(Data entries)
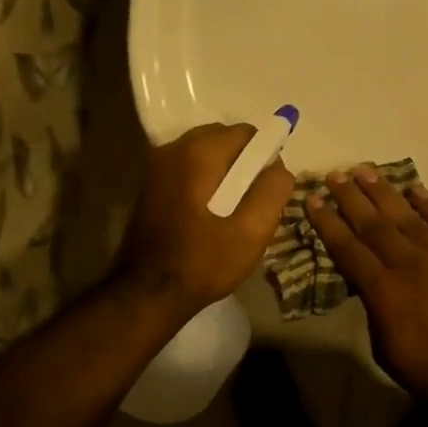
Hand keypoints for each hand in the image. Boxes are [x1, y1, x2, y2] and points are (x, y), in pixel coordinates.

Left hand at [117, 122, 295, 316]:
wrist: (147, 293)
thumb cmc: (203, 263)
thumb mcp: (251, 233)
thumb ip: (272, 192)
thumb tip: (280, 167)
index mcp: (198, 155)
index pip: (245, 133)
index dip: (265, 156)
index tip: (269, 189)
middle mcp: (173, 150)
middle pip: (222, 138)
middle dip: (243, 162)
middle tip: (252, 201)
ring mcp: (156, 167)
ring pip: (204, 153)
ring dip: (223, 172)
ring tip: (232, 210)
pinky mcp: (149, 185)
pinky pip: (187, 168)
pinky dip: (204, 180)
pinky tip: (208, 214)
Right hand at [308, 168, 427, 398]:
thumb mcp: (386, 349)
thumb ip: (374, 310)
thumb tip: (367, 284)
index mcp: (384, 290)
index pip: (348, 248)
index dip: (328, 223)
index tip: (313, 200)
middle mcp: (409, 263)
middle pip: (374, 223)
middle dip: (350, 197)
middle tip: (334, 175)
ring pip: (407, 214)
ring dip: (384, 191)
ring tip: (365, 171)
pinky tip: (415, 189)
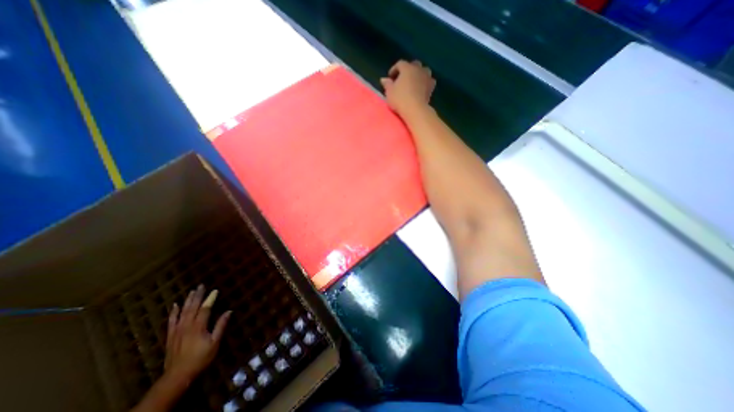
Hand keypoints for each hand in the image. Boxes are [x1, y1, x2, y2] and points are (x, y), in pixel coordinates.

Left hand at [164, 283, 229, 382]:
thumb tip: (228, 311)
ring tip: (192, 291)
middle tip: (201, 285)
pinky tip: (175, 305)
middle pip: (192, 307)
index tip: (215, 290)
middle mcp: (187, 326)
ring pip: (182, 312)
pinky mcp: (170, 336)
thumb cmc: (200, 358)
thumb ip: (220, 326)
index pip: (205, 309)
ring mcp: (177, 330)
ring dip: (188, 301)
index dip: (210, 299)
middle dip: (198, 296)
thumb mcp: (215, 343)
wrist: (177, 376)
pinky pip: (171, 321)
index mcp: (198, 327)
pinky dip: (173, 312)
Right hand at [382, 61, 430, 118]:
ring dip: (419, 74)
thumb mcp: (389, 92)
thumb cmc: (400, 99)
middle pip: (414, 64)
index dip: (394, 69)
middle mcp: (418, 69)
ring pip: (424, 71)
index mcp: (407, 68)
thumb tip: (384, 79)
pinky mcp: (431, 87)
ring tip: (414, 81)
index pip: (400, 64)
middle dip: (408, 69)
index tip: (390, 77)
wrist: (415, 110)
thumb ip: (387, 84)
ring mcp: (426, 77)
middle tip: (403, 78)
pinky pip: (429, 81)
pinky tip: (422, 87)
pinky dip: (425, 82)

> _Problem to work on_: Set down, exactly and only, the lines running from the one holding "middle dip: (408, 69)" through the end of the records above, both ends included.

> _Expected output_:
middle dip: (408, 69)
index tip: (390, 77)
wrist: (415, 110)
thumb ip: (387, 84)
ring mcp: (426, 77)
middle tip: (403, 78)
pinky pip: (429, 81)
pinky tip: (422, 87)
pinky dip: (425, 82)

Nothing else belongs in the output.